# [Assigned task]
From the entries below, output the line with "thumb tip: (813, 1031)" and each following line up to and including the line with "ring dip: (1358, 744)", exactly as written.

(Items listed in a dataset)
^^^^

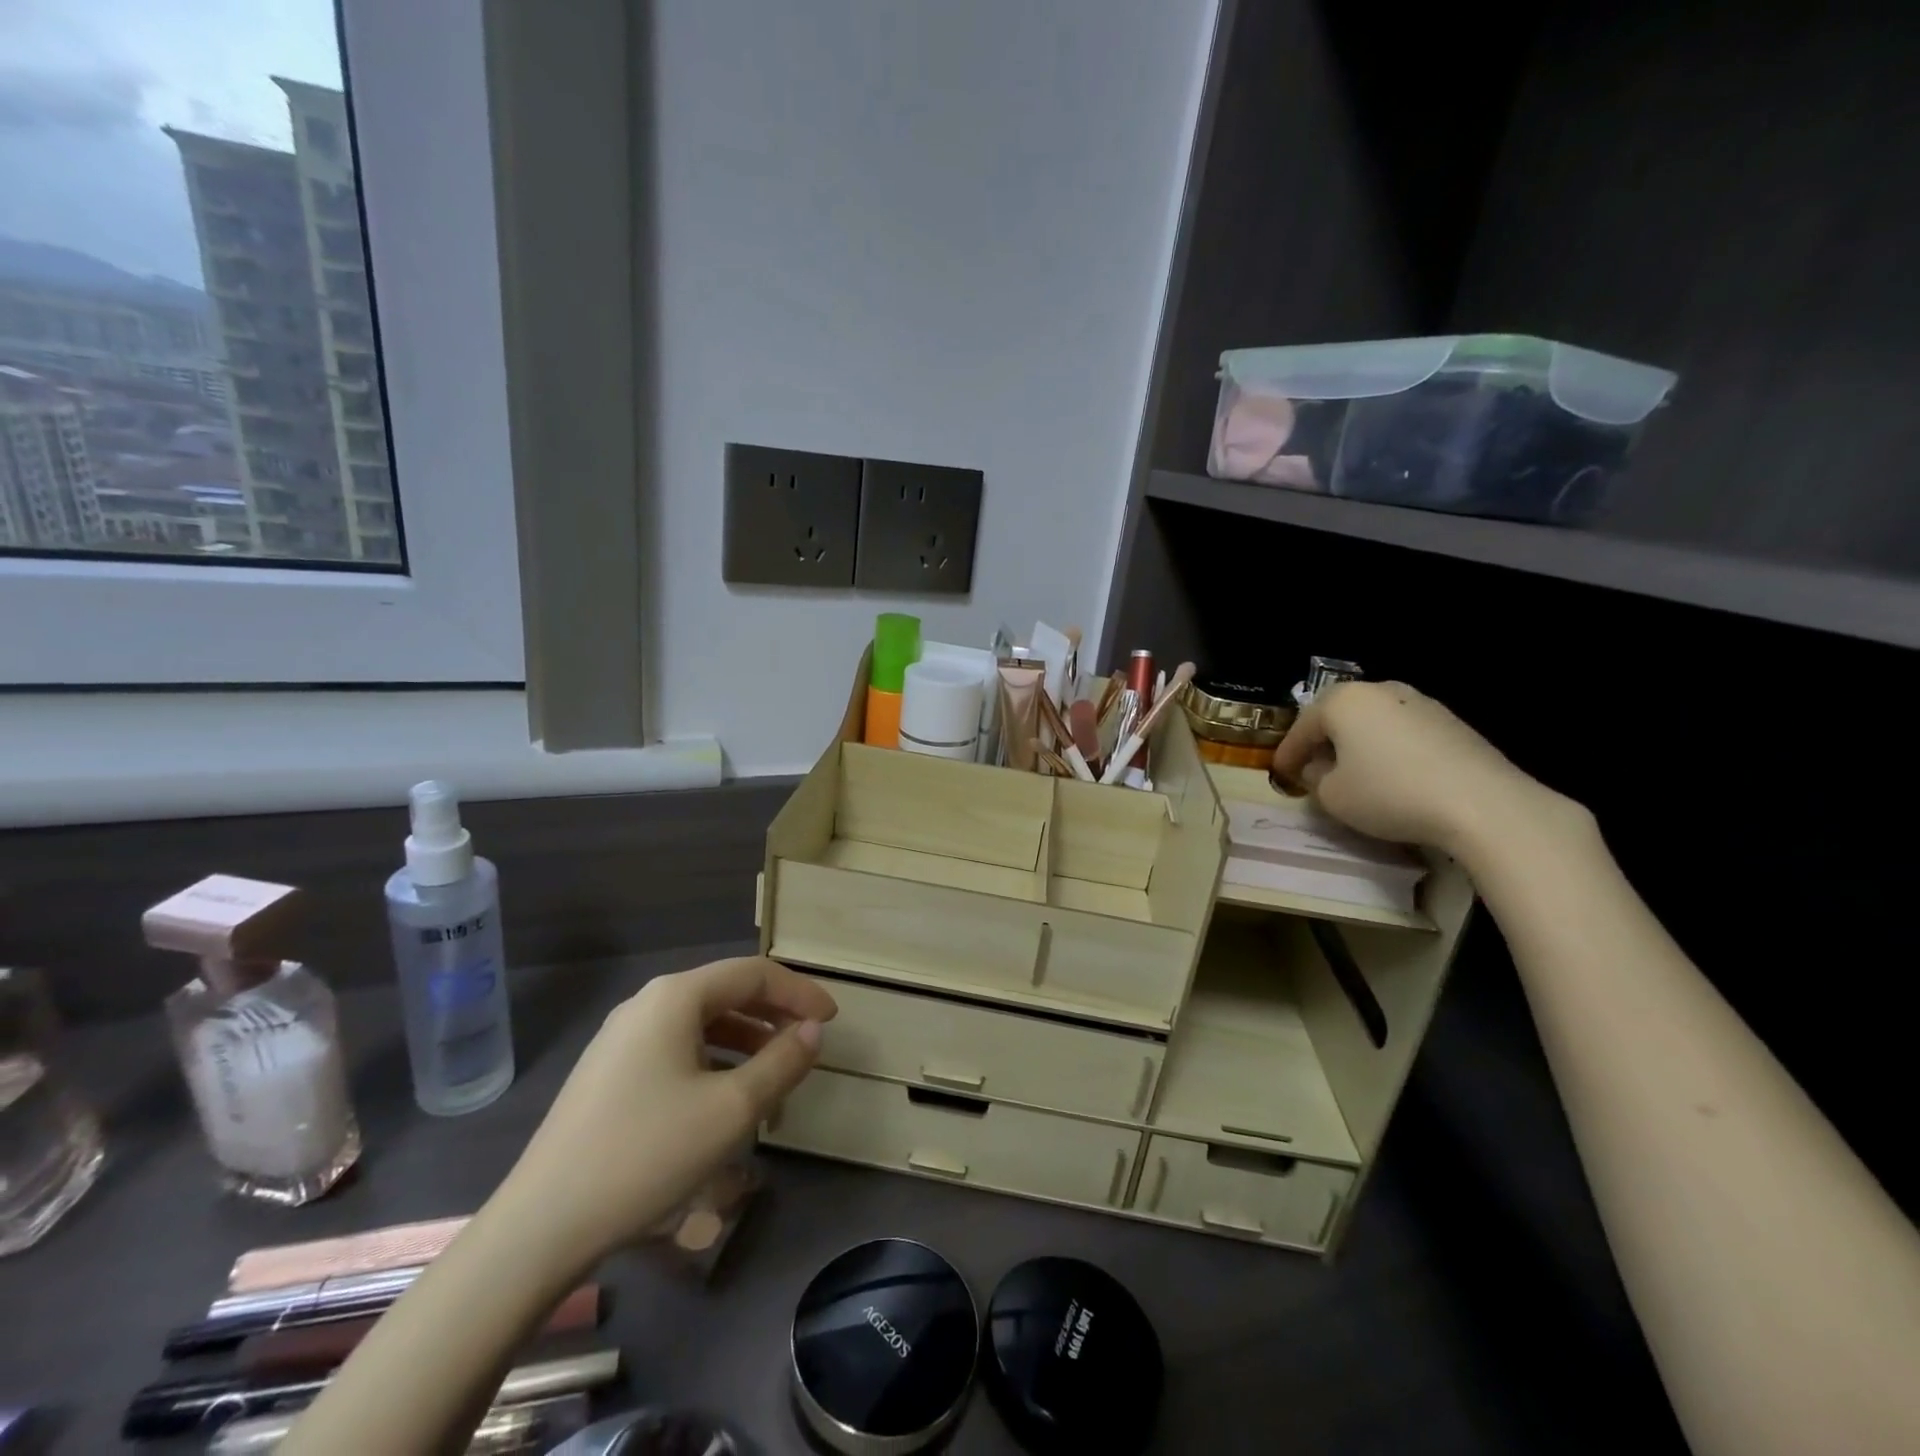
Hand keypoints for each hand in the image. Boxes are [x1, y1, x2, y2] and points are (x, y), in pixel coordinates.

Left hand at [503, 956, 836, 1261]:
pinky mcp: (608, 1073)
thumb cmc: (648, 1153)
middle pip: (726, 992)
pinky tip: (724, 1096)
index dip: (799, 992)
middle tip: (808, 1042)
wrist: (542, 1225)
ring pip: (701, 1023)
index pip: (754, 974)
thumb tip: (813, 1031)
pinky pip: (676, 1048)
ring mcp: (621, 1038)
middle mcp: (647, 1004)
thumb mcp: (732, 1109)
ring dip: (745, 1039)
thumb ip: (782, 1062)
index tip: (832, 1020)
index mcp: (676, 997)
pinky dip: (713, 1059)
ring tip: (774, 1073)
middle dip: (773, 1014)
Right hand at [1269, 680, 1563, 856]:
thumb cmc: (1390, 794)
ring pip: (1373, 722)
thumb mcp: (1332, 796)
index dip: (1287, 754)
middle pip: (1338, 717)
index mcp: (1343, 701)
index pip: (1302, 728)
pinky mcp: (1451, 722)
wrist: (1482, 804)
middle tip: (1313, 768)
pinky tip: (1392, 775)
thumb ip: (1316, 778)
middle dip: (1323, 741)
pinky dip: (1389, 750)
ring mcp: (1420, 702)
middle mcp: (1380, 690)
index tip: (1279, 773)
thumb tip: (1321, 769)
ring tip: (1354, 772)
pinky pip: (1403, 733)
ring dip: (1358, 744)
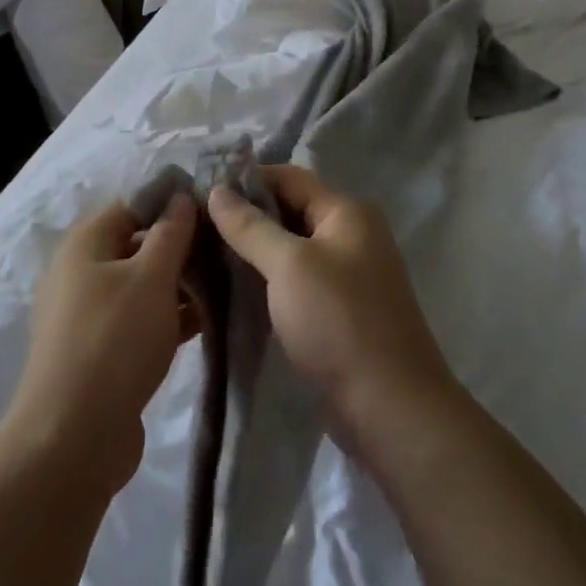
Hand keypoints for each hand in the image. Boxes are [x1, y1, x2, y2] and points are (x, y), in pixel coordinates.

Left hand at [4, 193, 199, 495]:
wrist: (73, 437)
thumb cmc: (114, 340)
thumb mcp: (151, 278)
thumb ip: (170, 234)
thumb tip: (180, 197)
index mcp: (85, 244)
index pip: (132, 206)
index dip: (171, 205)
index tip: (214, 212)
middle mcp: (81, 272)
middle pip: (137, 245)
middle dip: (180, 248)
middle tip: (227, 252)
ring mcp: (88, 315)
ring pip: (141, 286)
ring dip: (179, 286)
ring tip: (226, 285)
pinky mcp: (100, 351)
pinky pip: (138, 320)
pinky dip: (168, 318)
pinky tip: (207, 322)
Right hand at [208, 166, 456, 457]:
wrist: (390, 408)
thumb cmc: (339, 323)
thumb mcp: (289, 266)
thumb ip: (250, 226)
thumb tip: (217, 190)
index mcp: (346, 212)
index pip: (288, 177)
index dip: (245, 180)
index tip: (200, 192)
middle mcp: (350, 235)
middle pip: (289, 210)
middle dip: (245, 216)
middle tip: (195, 226)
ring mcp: (346, 274)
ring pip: (289, 247)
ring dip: (252, 249)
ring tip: (204, 254)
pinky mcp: (337, 309)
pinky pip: (295, 279)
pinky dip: (266, 278)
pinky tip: (231, 287)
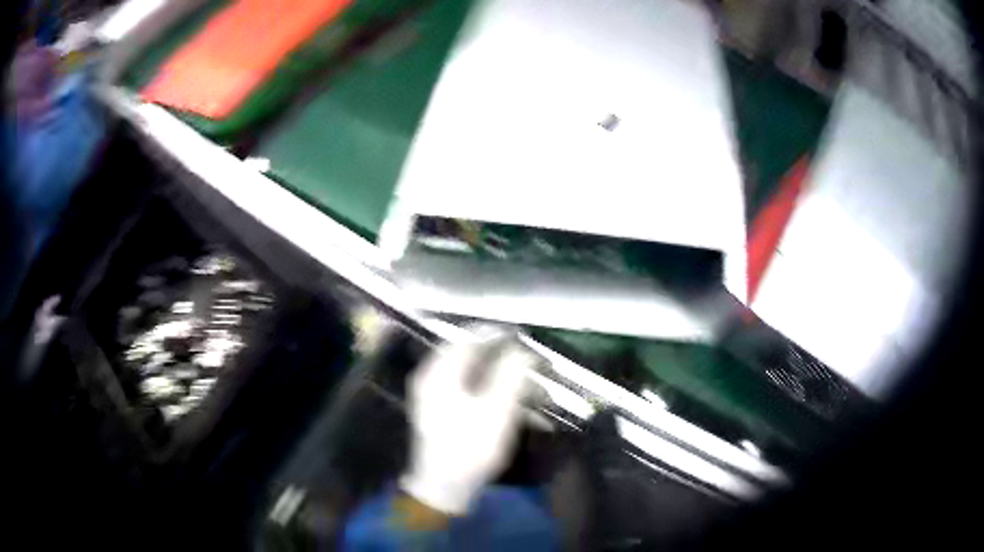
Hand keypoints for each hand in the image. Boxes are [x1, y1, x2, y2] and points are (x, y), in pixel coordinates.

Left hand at [400, 331, 535, 514]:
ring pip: (474, 376)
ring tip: (531, 389)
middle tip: (529, 360)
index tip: (521, 333)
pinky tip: (516, 407)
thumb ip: (511, 374)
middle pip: (471, 357)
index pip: (468, 339)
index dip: (496, 333)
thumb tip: (522, 350)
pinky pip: (472, 393)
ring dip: (504, 379)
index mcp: (439, 373)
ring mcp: (436, 397)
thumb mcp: (497, 409)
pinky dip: (495, 395)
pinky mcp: (444, 414)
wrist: (444, 487)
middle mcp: (433, 379)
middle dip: (504, 358)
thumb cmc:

^^^^

# [Solution for this problem]
thumb tip: (813, 1031)
pinky pip: (676, 1048)
ring mcp: (621, 1038)
middle mcp: (647, 1004)
thumb mcp: (732, 1109)
ring dip: (745, 1039)
thumb ip: (782, 1062)
index tip: (832, 1020)
index mcp: (676, 997)
pinky dip: (713, 1059)
ring tip: (774, 1073)
middle dip: (773, 1014)
Right hand at [1269, 680, 1563, 856]:
thumb cmc: (1390, 794)
ring pip: (1373, 722)
thumb mcp: (1332, 796)
index dip: (1287, 754)
middle pip: (1338, 717)
index mcp: (1343, 701)
index pip: (1302, 728)
pinky mcp: (1451, 722)
wrist: (1482, 804)
middle tip: (1313, 768)
pinky tip: (1392, 775)
thumb ip: (1316, 778)
middle dip: (1323, 741)
pinky dip: (1389, 750)
ring mcp: (1420, 702)
middle mcp: (1380, 690)
index tip: (1279, 773)
thumb tip: (1321, 769)
ring tip: (1354, 772)
pinky pip: (1403, 733)
ring dip: (1358, 744)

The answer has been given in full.